WHAT THE TASK ASKS: Tell how many lines in the listing below contain the word "page", giving the number alone.

DATA EXCERPTS:
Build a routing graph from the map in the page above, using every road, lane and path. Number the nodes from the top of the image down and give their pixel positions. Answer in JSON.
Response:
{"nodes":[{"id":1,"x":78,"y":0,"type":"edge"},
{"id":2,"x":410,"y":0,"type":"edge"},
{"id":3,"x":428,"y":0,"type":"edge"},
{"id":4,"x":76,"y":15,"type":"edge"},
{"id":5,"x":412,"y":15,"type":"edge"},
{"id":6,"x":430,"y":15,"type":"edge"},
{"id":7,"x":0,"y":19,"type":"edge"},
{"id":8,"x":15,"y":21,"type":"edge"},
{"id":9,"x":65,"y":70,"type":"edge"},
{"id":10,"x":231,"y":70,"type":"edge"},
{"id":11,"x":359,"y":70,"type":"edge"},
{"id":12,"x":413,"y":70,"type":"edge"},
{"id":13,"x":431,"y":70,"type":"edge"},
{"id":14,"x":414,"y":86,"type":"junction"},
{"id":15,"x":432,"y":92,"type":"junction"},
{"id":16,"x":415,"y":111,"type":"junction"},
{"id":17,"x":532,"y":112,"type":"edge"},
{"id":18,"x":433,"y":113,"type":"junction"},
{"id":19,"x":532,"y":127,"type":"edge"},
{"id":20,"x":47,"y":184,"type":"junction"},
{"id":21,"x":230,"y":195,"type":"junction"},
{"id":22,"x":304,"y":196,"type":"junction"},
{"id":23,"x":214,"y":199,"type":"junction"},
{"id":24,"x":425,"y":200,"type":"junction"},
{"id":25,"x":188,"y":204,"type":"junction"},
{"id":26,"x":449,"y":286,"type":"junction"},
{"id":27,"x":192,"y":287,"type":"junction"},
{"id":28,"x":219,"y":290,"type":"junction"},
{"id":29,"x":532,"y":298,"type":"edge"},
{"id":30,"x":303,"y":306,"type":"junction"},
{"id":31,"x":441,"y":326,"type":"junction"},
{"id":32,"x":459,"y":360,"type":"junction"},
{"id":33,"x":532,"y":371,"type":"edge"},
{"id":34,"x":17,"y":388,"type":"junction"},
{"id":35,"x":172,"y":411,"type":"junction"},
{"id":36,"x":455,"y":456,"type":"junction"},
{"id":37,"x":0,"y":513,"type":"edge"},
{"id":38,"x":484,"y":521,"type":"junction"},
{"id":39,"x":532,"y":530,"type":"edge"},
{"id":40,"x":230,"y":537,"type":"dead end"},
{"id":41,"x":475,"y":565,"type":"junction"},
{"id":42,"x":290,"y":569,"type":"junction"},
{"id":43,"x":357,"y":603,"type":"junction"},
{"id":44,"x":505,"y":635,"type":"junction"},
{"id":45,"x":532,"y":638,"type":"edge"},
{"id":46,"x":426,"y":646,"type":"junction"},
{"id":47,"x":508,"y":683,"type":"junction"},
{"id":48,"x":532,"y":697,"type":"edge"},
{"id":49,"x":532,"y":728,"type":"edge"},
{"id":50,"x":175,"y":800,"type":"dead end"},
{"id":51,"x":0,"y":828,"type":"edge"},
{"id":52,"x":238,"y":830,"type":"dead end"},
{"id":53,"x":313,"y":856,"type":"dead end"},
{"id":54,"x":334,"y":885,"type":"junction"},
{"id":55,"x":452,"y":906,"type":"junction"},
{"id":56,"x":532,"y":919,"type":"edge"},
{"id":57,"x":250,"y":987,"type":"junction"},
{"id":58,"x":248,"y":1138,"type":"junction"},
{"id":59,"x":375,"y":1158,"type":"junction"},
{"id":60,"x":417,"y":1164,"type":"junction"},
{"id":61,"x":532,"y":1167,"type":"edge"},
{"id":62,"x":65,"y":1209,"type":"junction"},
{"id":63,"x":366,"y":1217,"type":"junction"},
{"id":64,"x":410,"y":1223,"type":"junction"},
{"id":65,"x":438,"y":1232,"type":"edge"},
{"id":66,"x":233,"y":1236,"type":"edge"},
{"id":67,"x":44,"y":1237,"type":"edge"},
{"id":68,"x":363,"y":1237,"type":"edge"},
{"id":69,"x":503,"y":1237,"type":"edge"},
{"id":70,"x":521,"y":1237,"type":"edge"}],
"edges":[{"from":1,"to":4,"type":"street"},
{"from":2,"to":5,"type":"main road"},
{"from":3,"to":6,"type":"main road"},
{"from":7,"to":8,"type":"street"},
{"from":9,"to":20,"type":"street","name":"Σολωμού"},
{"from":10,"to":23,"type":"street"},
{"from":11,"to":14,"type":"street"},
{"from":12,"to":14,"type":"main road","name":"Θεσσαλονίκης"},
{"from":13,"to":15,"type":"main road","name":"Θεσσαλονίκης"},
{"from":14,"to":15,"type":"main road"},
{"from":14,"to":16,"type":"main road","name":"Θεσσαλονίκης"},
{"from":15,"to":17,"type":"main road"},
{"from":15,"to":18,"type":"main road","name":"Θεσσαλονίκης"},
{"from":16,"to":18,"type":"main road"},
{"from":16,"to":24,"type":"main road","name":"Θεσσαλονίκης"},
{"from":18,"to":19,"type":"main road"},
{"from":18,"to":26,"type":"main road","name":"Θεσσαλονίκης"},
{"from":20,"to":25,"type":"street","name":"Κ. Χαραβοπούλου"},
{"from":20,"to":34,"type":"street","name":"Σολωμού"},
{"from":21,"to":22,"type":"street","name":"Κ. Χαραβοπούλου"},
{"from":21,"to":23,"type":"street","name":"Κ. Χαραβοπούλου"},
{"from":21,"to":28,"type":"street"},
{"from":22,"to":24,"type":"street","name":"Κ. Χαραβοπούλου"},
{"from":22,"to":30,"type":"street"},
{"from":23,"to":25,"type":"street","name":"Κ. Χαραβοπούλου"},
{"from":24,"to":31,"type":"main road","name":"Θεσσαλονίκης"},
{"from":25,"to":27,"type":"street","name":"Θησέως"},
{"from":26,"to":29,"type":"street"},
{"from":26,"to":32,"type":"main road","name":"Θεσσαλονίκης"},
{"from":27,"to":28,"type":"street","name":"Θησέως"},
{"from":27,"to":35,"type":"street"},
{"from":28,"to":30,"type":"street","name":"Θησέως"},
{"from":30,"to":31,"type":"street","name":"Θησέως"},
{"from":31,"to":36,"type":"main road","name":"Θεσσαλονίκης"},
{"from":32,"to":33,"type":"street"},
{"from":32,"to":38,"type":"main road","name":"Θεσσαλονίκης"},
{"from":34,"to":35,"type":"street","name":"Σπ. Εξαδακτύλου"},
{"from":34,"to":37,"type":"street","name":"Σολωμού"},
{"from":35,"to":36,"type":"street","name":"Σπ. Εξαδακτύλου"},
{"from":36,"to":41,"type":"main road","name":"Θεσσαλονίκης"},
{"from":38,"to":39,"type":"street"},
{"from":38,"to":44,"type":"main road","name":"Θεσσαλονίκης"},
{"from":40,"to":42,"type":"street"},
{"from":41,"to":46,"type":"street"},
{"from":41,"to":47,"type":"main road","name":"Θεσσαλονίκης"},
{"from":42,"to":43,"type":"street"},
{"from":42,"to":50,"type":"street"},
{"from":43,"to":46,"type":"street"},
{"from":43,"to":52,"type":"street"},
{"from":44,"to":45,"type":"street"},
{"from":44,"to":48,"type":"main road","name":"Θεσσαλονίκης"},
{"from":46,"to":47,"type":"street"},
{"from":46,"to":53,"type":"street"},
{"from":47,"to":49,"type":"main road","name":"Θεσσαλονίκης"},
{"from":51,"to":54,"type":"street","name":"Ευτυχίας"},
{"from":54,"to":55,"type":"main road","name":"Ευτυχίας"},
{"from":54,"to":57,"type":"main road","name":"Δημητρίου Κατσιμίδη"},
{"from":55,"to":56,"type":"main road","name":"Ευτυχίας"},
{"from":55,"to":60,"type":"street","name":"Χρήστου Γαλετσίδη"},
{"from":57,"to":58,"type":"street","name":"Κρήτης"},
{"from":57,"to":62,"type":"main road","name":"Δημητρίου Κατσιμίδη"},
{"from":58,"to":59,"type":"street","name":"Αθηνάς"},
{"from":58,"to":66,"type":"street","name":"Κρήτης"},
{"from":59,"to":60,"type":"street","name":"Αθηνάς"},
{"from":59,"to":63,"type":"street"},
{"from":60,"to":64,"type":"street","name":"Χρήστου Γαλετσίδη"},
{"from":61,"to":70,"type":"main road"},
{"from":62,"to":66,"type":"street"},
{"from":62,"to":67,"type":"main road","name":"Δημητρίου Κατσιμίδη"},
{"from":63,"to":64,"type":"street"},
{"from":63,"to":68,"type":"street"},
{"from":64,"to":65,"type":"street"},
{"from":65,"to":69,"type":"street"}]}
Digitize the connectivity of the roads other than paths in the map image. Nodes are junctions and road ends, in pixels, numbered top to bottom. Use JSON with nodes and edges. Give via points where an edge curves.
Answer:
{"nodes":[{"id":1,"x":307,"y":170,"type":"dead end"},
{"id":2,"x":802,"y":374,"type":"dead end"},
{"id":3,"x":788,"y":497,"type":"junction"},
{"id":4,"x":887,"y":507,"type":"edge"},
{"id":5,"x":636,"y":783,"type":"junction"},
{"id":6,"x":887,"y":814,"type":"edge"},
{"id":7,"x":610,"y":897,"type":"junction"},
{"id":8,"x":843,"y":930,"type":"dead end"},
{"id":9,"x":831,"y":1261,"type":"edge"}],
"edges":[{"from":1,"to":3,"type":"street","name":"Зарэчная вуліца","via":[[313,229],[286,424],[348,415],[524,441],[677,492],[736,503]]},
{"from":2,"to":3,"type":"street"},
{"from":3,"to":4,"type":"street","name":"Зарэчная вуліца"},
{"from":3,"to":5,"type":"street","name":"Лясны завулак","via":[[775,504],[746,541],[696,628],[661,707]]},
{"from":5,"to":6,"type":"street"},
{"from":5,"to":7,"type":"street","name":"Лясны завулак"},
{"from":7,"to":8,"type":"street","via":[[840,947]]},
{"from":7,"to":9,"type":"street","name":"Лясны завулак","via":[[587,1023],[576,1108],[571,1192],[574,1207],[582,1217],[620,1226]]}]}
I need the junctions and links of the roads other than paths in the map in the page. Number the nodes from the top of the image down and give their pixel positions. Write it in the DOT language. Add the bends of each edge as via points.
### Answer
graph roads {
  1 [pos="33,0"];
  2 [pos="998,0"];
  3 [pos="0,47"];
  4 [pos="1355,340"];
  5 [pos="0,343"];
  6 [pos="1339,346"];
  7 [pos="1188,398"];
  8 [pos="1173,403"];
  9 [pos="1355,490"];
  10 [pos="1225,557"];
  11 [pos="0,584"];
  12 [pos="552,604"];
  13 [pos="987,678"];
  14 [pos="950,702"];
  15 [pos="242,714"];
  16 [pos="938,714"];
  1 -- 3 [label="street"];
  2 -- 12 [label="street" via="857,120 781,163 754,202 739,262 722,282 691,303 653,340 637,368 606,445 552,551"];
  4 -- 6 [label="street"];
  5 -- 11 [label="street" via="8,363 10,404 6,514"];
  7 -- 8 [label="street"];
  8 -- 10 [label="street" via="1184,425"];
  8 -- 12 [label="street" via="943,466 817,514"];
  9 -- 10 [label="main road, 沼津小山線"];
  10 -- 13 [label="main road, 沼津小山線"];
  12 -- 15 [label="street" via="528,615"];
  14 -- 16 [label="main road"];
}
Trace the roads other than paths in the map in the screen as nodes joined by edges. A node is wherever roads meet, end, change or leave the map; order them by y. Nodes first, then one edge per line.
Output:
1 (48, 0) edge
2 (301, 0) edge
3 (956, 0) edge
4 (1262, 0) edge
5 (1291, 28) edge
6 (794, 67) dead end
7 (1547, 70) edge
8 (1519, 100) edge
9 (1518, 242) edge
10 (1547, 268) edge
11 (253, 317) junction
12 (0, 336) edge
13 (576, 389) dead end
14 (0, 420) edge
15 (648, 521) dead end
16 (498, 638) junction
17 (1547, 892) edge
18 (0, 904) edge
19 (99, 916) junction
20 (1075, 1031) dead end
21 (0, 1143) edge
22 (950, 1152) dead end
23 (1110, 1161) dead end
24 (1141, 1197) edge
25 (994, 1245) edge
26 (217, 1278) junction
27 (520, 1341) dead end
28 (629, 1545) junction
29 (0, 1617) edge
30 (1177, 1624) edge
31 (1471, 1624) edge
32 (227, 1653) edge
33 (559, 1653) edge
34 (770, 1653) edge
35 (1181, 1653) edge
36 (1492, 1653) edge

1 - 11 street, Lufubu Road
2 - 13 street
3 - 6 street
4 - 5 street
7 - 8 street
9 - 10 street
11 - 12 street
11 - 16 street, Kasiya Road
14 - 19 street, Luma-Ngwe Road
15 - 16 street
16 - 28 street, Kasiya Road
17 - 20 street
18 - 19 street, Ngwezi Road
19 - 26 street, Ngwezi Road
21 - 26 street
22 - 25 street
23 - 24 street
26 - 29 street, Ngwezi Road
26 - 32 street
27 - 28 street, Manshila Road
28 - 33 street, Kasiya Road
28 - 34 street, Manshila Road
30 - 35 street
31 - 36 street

THE ANSWER: 2